Я опять зевнул и несколько раз глубоко вздохнул, чтобы резко насытить мозг кислородом и взбодриться. Хотелось открыть окно и проветрить комнату, но для этого нужно было встать с дивана, а я твердо решил, что не встану, пока не осмыслю эффект ступни — острый приступ одиночества, граничащего с кровной близостью ко всему живому на планете.
Глубокие вдохи помогли, и я переключился на раздумье о психологии ощущения счастья, надеясь через это понять, какой именно партнер мне нужен, чтобы сладить со ступней.
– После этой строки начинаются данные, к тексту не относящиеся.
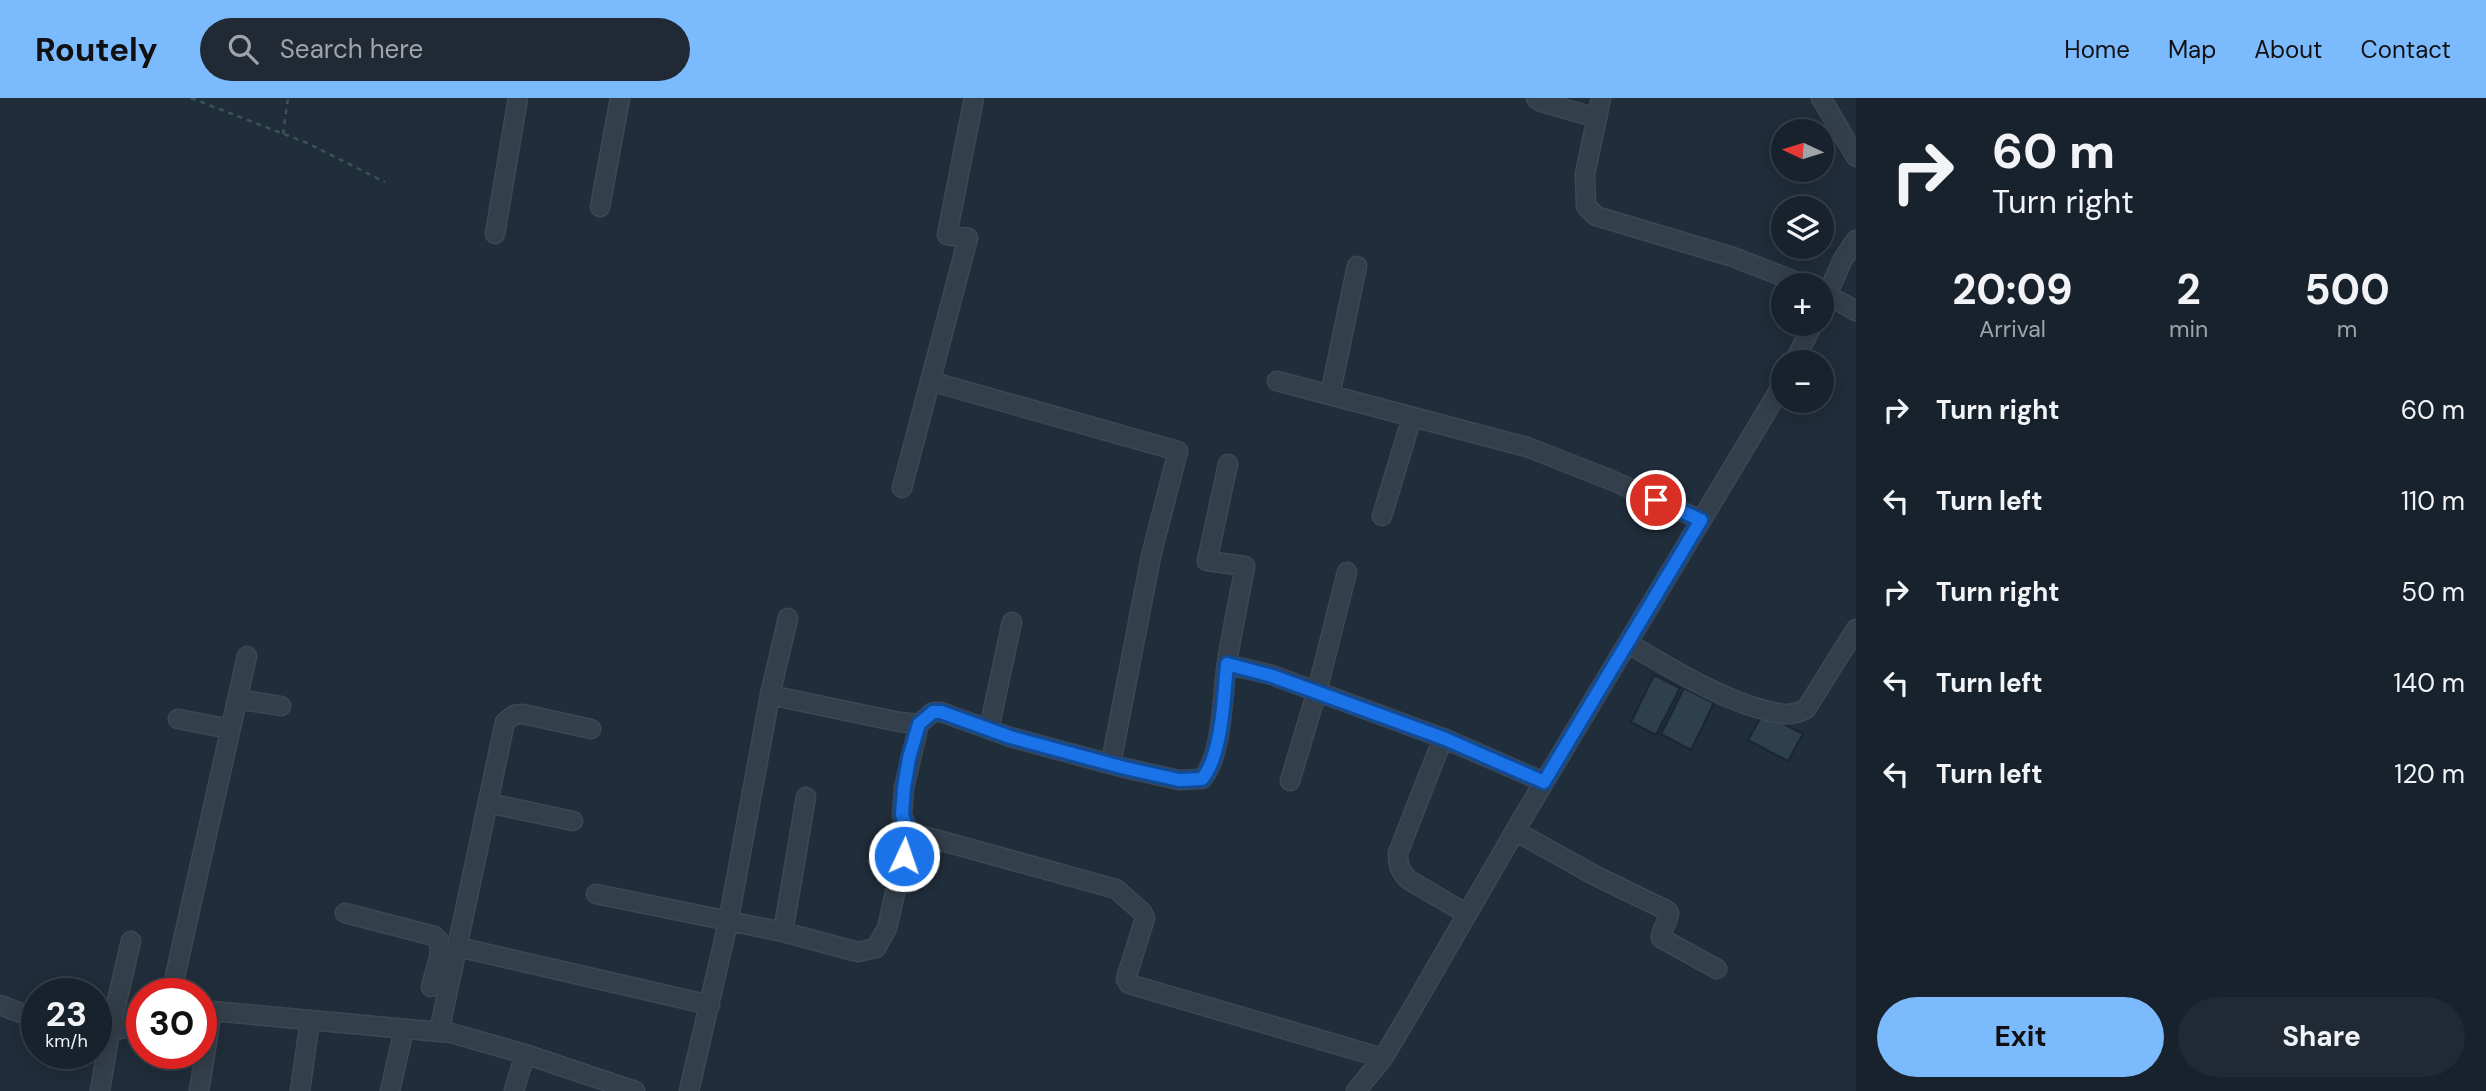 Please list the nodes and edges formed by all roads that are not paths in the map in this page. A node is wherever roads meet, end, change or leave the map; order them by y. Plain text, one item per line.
1 (518, 98) edge
2 (620, 98) edge
3 (974, 98) edge
4 (1536, 98) edge
5 (1601, 98) edge
6 (1821, 98) edge
7 (1597, 118) junction
8 (1856, 157) edge
9 (600, 207) dead end
10 (495, 234) dead end
11 (1856, 240) edge
12 (1357, 267) dead end
13 (1774, 273) edge
14 (1834, 277) edge
15 (1834, 302) edge
16 (1856, 311) edge
17 (930, 381) junction
18 (1277, 381) dead end
19 (1330, 395) junction
20 (1771, 404) edge
21 (1412, 417) junction
22 (1228, 464) dead end
23 (902, 488) dead end
24 (1382, 516) dead end
25 (1701, 520) junction
26 (1347, 572) dead end
27 (788, 618) dead end
28 (1012, 622) dead end
29 (1856, 629) edge
30 (1629, 644) junction
31 (247, 656) dead end
32 (1227, 664) junction
33 (1317, 691) junction
34 (770, 695) junction
35 (237, 699) junction
36 (281, 706) dead end
37 (178, 719) dead end
38 (919, 724) junction
39 (230, 729) junction
40 (591, 729) dead end
41 (989, 729) junction
42 (1443, 738) junction
43 (1111, 763) junction
44 (1290, 781) dead end
45 (1544, 782) junction
46 (806, 797) dead end
47 (488, 803) junction
48 (573, 821) dead end
49 (1515, 831) junction
50 (909, 832) junction
51 (596, 894) dead end
52 (345, 914) dead end
53 (1467, 914) junction
54 (728, 923) junction
55 (783, 932) junction
56 (131, 941) dead end
57 (451, 953) junction
58 (1717, 969) dead end
59 (175, 978) edge
60 (431, 987) dead end
61 (112, 1001) edge
62 (710, 1004) junction
63 (0, 1005) edge
64 (21, 1013) edge
65 (217, 1013) edge
66 (310, 1020) junction
67 (404, 1029) junction
68 (439, 1032) junction
69 (525, 1054) junction
70 (1382, 1058) junction
71 (101, 1069) edge
72 (201, 1069) edge
73 (100, 1091) edge
74 (199, 1091) edge
75 (300, 1091) edge
76 (390, 1091) edge
77 (514, 1091) edge
78 (635, 1091) edge
79 (689, 1091) edge
80 (1356, 1091) edge

1 - 10 street
2 - 9 street
3 - 17 street
4 - 7 street
5 - 7 street
6 - 8 street
7 - 13 street
11 - 14 street
12 - 19 street
15 - 16 street
17 - 23 street
17 - 43 street
18 - 19 street
19 - 21 street
20 - 25 street
21 - 24 street
21 - 25 street
22 - 32 street
25 - 30 street
26 - 33 street
27 - 34 street
28 - 41 street
29 - 30 street
30 - 45 street
31 - 35 street
32 - 33 street
32 - 43 street
33 - 42 street
33 - 44 street
34 - 38 street
34 - 54 street
35 - 36 street
35 - 39 street
37 - 39 street
38 - 41 street
38 - 50 street
39 - 59 street
40 - 47 street
41 - 43 street
42 - 45 street
42 - 53 street
45 - 49 street
46 - 55 street
47 - 48 street
47 - 57 street
49 - 53 street
49 - 58 street
50 - 55 street
50 - 70 street
51 - 54 street
52 - 57 street
53 - 70 street
54 - 55 street
54 - 62 street
56 - 61 street
57 - 60 street
57 - 62 street
57 - 68 street
62 - 79 street
63 - 64 street
65 - 66 street
66 - 67 street
66 - 75 street
67 - 68 street
67 - 76 street
68 - 69 street
69 - 77 street
69 - 78 street
70 - 80 street
71 - 73 street
72 - 74 street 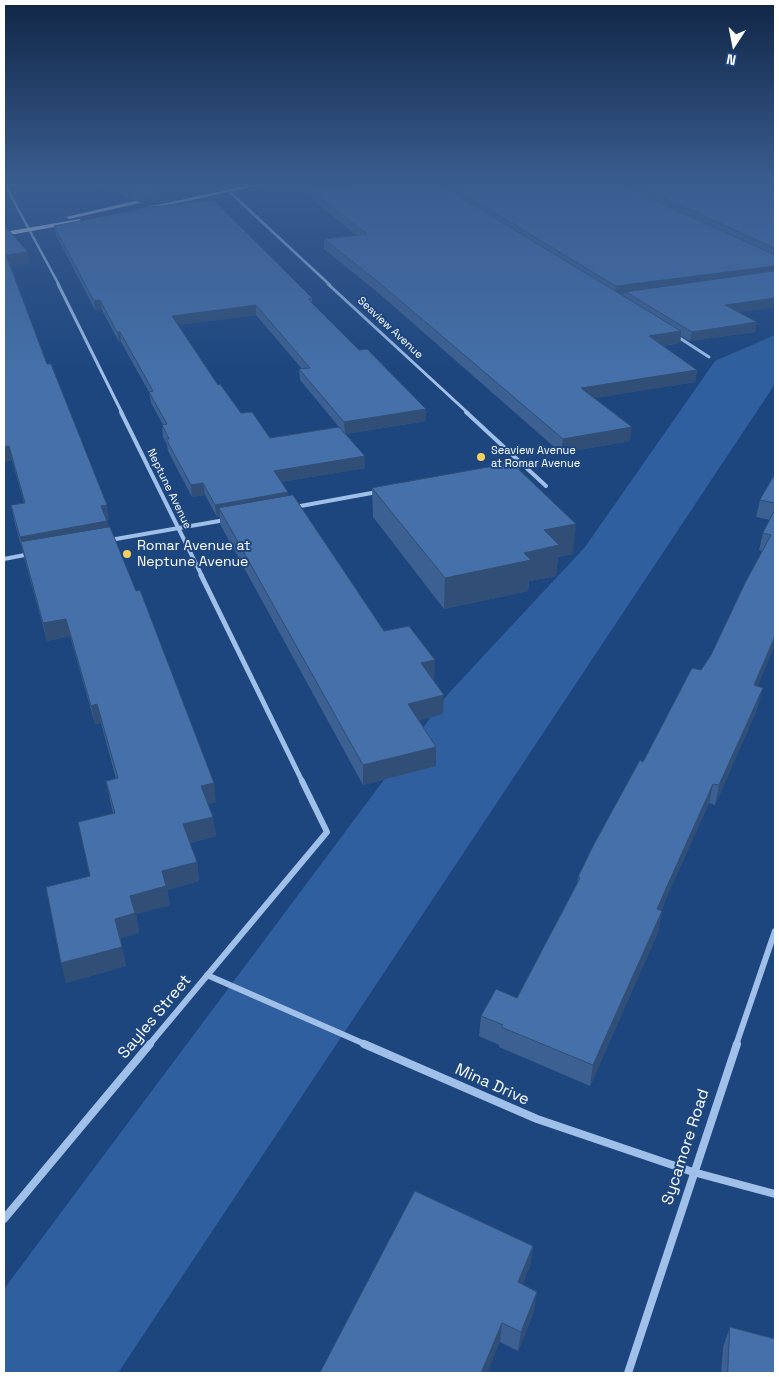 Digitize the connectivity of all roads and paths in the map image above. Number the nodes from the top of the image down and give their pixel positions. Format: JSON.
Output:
{"nodes":[{"id":1,"x":40,"y":247,"type":"edge"},
{"id":2,"x":290,"y":247,"type":"edge"},
{"id":3,"x":666,"y":330,"type":"edge"},
{"id":4,"x":709,"y":357,"type":"dead end"},
{"id":5,"x":526,"y":466,"type":"junction"},
{"id":6,"x":506,"y":469,"type":"edge"},
{"id":7,"x":546,"y":486,"type":"dead end"},
{"id":8,"x":381,"y":492,"type":"edge"},
{"id":9,"x":284,"y":509,"type":"edge"},
{"id":10,"x":227,"y":520,"type":"edge"},
{"id":11,"x":178,"y":528,"type":"junction"},
{"id":12,"x":101,"y":542,"type":"edge"},
{"id":13,"x":33,"y":554,"type":"edge"},
{"id":14,"x":4,"y":559,"type":"edge"},
{"id":15,"x":327,"y":832,"type":"joint"},
{"id":16,"x":775,"y":931,"type":"edge"},
{"id":17,"x":207,"y":975,"type":"junction"},
{"id":18,"x":693,"y":1172,"type":"junction"},
{"id":19,"x":775,"y":1194,"type":"edge"},
{"id":20,"x":4,"y":1219,"type":"edge"},
{"id":21,"x":628,"y":1373,"type":"edge"}],
"edges":[{"from":1,"to":11,"type":"street","name":"Neptune Avenue"},
{"from":2,"to":5,"type":"street","name":"Seaview Avenue"},
{"from":3,"to":4,"type":"street"},
{"from":5,"to":6,"type":"street"},
{"from":5,"to":7,"type":"street","name":"Seaview Avenue"},
{"from":8,"to":9,"type":"street"},
{"from":10,"to":11,"type":"street"},
{"from":11,"to":12,"type":"street"},
{"from":11,"to":15,"type":"street","name":"Neptune Avenue"},
{"from":13,"to":14,"type":"street"},
{"from":15,"to":17,"type":"street","name":"Sayles Street"},
{"from":16,"to":18,"type":"street","name":"Sycamore Road"},
{"from":17,"to":18,"type":"street","name":"Mina Drive"},
{"from":17,"to":20,"type":"street","name":"Sayles Street"},
{"from":18,"to":19,"type":"street","name":"Mina Drive"},
{"from":18,"to":21,"type":"street","name":"Sycamore Road"}]}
Да, ничего умозрительного нет в моих мечтах, соображал я, впрочем, как и у всех смертных. Разница между людьми здесь лишь в том, насколько быстро воображение сменяет один приятный кадр другим. А что еще я люблю? Очень люблю хинин в малых дозах, он остужает мое пылкое сердце.
Пытаясь подсластить минуты раздумий, я принял самую истомную позу, какую мог: лежа на правом боку, до предела вытянул правую ногу, а левую поджал к животу, обхватив колено левой ладонью; правую же руку, просунув под подушку, свесил с торца дивана. Замерев так, я вспомнил, что часто, засыпая или просыпаясь в какой-нибудь изощренной позе, представляю, что не лежу, а вертикально выставлен нагой скульптурой в галерее, где экспонируюсь только я во множестве вариантов, и под каждым моим несуразно застывшим телом — табличка с датой и условиями принятия позы. Допустим: «2008, август, Алушта, крыша двенадцатиэтажного дома, матрас на ящиках, рассвет, легкое наркотическое опьянение; поза: атлет на состязаниях, собирающийся метнуть диск, но в последний миг понявший, что диска в руке нет». Или — чуть дальше вдоль колонн — такой я, слабее подсвеченный софитом памяти: «2005, февраль, Москва, МХАТ им. Горького, партер, дают что-то феноменально унылое из Педро Кальдерона; поза: паралитик-колясочник на авиационном шоу. Рот приоткрыт». И так далее.